Dr. Francis Collins talks about his unique education as a child and how it gave him a love of learning that drove him to become a scientist. This is a C-SPAN interview but the page also has a complete transcript if you prefer to read the interview. Here are some quotes:
"A remarkable woman who had a master's degree from Yale, which is where she met my father when he was getting his PhD and she was unusual in being in graduate school at Yale in the 1930s. she decided that her four sons, I'm the youngest of those four, would be better served by her educational methods than by various public schools as the family traveled between North Carolina and Long Island and Virginia. And she was right, she was remarkably gifted in providing that spark that you really want to see education represent of the level of learning. And I learned to love learning because of the way she introduced me to topics. It was very chaotic, I must say.

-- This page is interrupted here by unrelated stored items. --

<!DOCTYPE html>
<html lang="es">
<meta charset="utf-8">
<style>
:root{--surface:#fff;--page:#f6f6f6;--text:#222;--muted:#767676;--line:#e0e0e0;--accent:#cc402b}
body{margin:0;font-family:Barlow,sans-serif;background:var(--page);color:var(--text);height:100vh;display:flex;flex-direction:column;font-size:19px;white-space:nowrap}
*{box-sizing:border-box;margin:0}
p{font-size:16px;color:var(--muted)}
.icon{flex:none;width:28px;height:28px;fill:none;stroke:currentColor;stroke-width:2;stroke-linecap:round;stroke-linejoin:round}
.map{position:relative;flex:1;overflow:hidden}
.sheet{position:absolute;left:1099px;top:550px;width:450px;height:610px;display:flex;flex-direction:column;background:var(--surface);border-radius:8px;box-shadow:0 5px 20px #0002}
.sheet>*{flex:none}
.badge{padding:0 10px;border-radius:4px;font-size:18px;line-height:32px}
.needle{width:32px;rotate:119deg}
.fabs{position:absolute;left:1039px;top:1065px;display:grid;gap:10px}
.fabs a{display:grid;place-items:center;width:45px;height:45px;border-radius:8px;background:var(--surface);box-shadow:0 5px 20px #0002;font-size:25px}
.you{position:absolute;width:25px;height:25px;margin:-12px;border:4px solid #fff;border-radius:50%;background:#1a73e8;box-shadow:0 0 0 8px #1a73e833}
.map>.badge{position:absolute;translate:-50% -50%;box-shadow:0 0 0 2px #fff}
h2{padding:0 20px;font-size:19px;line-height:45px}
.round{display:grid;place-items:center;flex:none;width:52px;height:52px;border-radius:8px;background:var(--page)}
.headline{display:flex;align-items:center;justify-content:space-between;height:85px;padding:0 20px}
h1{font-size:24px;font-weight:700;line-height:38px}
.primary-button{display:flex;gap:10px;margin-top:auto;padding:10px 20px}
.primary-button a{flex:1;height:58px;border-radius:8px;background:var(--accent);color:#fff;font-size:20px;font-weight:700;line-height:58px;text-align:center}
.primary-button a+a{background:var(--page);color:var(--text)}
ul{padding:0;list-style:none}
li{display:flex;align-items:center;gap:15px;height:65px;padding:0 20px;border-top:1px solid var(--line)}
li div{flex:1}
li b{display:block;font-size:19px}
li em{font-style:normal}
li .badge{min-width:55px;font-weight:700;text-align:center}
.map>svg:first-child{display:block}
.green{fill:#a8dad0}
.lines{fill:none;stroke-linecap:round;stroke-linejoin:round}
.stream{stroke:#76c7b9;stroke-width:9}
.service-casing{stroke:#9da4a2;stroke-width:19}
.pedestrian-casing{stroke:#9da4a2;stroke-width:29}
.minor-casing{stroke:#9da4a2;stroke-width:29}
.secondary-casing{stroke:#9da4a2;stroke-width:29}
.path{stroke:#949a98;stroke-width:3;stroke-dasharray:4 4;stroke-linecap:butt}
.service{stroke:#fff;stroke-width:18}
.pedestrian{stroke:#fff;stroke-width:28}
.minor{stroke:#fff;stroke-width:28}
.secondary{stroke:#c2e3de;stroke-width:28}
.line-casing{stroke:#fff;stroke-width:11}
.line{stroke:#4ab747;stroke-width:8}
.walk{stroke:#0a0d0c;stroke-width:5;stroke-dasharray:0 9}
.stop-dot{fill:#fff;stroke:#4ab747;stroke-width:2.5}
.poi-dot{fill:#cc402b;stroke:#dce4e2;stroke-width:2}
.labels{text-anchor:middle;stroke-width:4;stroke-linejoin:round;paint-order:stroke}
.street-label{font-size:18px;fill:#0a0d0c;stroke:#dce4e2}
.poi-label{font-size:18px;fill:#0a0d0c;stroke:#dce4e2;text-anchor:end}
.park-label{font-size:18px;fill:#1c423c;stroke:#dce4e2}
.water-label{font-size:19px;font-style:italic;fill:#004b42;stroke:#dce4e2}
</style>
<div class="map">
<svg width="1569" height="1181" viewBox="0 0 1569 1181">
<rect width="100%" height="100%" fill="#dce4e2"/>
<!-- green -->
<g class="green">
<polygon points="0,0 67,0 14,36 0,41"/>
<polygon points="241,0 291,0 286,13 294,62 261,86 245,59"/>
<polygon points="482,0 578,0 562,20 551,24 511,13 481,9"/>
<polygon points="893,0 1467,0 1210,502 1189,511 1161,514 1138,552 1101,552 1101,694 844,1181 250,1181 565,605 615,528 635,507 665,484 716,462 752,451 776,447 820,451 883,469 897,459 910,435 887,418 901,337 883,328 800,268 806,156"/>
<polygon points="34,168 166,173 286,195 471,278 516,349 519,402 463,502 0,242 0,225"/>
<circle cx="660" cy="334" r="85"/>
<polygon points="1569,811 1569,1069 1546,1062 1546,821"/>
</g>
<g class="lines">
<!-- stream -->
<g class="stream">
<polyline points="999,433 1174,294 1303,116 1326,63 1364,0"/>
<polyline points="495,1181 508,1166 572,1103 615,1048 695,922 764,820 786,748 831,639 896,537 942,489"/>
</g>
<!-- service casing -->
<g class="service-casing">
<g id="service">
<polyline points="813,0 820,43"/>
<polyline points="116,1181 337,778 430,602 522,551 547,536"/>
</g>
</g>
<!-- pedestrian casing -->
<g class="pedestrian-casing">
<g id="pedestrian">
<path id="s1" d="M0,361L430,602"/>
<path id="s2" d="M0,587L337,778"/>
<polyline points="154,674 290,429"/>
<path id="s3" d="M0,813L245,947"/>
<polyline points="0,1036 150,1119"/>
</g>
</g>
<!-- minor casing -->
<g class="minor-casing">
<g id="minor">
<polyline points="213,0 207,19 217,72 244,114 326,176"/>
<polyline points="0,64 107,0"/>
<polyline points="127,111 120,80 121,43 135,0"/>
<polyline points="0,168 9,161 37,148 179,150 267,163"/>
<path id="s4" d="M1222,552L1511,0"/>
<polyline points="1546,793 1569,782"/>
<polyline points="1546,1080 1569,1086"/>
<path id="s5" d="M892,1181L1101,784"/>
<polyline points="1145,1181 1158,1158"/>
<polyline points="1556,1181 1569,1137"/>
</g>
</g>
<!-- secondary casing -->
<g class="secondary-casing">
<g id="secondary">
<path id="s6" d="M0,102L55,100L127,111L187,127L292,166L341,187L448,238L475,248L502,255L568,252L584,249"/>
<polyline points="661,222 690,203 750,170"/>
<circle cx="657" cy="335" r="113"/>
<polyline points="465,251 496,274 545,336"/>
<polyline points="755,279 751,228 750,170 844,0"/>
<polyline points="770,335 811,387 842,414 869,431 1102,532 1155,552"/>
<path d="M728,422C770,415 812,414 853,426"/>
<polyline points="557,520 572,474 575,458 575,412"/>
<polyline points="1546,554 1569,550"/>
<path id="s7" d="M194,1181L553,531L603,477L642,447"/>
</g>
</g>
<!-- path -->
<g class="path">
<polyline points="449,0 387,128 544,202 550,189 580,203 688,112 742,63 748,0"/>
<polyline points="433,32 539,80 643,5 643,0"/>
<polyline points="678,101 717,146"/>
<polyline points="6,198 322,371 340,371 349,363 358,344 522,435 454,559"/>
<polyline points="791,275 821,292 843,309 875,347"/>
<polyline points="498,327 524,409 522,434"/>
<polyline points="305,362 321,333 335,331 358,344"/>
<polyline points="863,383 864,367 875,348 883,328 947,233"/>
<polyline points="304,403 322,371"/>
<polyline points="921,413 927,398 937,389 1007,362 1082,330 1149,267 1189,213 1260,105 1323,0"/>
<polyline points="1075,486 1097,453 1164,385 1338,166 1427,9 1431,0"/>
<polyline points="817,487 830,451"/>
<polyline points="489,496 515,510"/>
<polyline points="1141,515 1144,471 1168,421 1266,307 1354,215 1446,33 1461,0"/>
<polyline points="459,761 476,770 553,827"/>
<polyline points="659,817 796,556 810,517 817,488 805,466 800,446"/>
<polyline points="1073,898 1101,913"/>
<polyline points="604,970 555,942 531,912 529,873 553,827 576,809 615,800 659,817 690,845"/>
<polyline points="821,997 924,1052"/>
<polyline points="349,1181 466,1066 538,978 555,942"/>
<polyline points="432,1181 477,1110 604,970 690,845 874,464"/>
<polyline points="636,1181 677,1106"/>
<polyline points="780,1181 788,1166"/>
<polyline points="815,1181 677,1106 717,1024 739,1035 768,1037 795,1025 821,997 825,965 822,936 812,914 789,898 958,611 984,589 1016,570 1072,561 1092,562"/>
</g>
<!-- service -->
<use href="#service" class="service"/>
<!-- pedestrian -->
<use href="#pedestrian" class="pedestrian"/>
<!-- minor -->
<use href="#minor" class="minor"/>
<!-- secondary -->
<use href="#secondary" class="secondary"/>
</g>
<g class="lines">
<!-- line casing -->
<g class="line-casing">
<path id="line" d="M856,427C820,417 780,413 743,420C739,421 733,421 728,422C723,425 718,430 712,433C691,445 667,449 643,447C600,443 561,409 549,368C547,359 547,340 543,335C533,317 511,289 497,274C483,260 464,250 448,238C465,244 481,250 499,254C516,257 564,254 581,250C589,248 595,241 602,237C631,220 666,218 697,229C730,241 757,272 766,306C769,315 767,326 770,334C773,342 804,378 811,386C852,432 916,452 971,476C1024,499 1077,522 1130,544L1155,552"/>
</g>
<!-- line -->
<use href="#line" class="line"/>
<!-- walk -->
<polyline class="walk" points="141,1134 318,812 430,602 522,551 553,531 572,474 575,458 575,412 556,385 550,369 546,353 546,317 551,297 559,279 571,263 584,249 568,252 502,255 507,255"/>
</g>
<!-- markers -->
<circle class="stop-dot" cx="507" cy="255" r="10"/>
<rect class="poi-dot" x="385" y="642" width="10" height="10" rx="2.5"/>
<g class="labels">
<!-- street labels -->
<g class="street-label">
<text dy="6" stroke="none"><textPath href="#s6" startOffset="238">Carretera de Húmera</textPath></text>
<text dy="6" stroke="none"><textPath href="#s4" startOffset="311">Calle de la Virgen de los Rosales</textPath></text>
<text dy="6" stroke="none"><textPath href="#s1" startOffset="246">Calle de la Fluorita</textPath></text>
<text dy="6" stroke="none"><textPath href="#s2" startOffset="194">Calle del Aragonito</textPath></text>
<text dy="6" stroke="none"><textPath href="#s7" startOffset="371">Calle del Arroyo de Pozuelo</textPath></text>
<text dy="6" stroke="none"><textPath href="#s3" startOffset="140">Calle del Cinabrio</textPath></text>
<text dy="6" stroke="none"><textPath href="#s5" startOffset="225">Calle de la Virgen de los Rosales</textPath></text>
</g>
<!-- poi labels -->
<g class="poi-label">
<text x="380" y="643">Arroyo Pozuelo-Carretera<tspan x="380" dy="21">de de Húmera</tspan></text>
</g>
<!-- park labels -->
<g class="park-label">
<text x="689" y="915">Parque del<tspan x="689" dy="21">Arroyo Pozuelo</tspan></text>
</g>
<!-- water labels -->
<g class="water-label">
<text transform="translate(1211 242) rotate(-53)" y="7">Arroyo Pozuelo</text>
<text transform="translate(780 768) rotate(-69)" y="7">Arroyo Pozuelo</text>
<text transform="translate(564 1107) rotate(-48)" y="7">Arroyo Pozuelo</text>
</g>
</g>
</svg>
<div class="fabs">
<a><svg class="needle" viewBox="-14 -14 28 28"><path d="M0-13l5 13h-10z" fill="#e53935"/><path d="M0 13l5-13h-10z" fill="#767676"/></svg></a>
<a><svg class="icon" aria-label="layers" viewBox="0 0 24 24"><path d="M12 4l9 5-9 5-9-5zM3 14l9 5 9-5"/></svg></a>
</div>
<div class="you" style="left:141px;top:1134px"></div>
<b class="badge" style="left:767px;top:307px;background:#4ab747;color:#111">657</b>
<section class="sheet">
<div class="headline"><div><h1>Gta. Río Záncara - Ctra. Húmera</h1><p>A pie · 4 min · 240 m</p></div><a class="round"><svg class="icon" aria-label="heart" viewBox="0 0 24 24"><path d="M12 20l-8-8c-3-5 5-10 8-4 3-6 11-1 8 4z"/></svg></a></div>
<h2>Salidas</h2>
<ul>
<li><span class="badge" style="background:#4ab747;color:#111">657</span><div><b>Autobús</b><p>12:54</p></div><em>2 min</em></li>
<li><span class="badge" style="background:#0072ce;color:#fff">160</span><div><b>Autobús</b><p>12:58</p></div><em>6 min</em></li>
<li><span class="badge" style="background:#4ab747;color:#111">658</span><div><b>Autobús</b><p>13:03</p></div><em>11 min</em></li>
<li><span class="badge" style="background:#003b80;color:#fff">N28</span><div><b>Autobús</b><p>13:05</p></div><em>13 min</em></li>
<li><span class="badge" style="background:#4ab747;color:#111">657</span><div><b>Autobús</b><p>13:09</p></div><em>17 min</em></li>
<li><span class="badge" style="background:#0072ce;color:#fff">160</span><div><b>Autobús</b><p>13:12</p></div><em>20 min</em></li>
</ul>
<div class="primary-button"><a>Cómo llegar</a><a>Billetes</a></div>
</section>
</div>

" . . It was totally unpredictable. There was no lesson plan, there was certainly no curriculum standards, my mother would basically say, OK, what's interesting today? And some days it would be mathematics and we might do only mathematics for three days in a row because it was interesting. And then we'll sort of get tiresome and she will say, well, let's talk about history. Here, let's see this, let's talk about the significance of that event was. She was a playwright, she also was very interested in languages. We did a lot of sort of studying of languages and she would say, OK, here's a word, do you think that's derived from Greek or older French or Latin? And after a while, I got pretty good at that. And then we'll go to the (under bridge) dictionary and look at that and see what the answer was."
This article is surprisingly blunt about how schools largely reward conformity. The researcher from Boston College whose work is featured notes, “Valedictorians aren’t likely to be the future’s visionaries . . . they typically settle into the system instead of shaking it up.”
Self-Taught Saxophone Great
The tenor saxophone icon George Coleman has influenced generations of musicians. Reflecting on his life and historic music sessions, Jazz Times (Sept. 2016) reports: “Coleman began his journey in Memphis, Tenn., in 1935. He took up alto and was already gigging as a teenager with B.B. King in the early ‘50s. He learned basic music theory in high school but was essentially self-taught: for knowledge, he turned to Memphis musicians such as arranger Ozzie Horne, piano modernist Bob Tally and stride pianist Eugene Barlow, among others. “The stuff that guys were learning at Berklee,” says Coleman, “I knew when I was about 17 or 18 years old.”
Learning in Spite of School
This story reminds me of a favorite quote of John Holt's. It is from a poem by William Blake, "Blight never does good to a tree … but if it still bear fruit, let none say that the fruit was in consequence of the blight.”
Astrophysicist and celebrity Neil deGrasse Tyson was invited to give a commencement address at his elementary school but refused. In a New Yorker profile, he recalled telling the administration:
"I am where I am not because of what happened in school but in spite of it, and it probably is not what you want me to say. Call me back, and I will address your teachers and give them a piece of my mind." A more important education came from his parents … Tyson’s mother gave him a pair of folding opera glasses, which provided his first magnified look at the night sky. In middle school, he bought a telescope with money that he earned by walking neighbors’ dogs—"It was the golden age of dog walking, because you didn’t have to lean up after them," he recalls—and studied the sky from the roof of his apartment building. In his bedroom, he arranged glow-in-the-dark stars in the shape of constellations.
Seven informative portraits of famous architects with no conventional credentials but a driving passion to bring their visions to life. The people portrayed are Tadao Ando, Ludwig Mies van der Rohe, Louis Sullivan, Eileen Gray, Buckminster Fuller, Charles-Édouard Jeanneret-Gris, aka Le Corbusier, and Frank Lloyd Wright.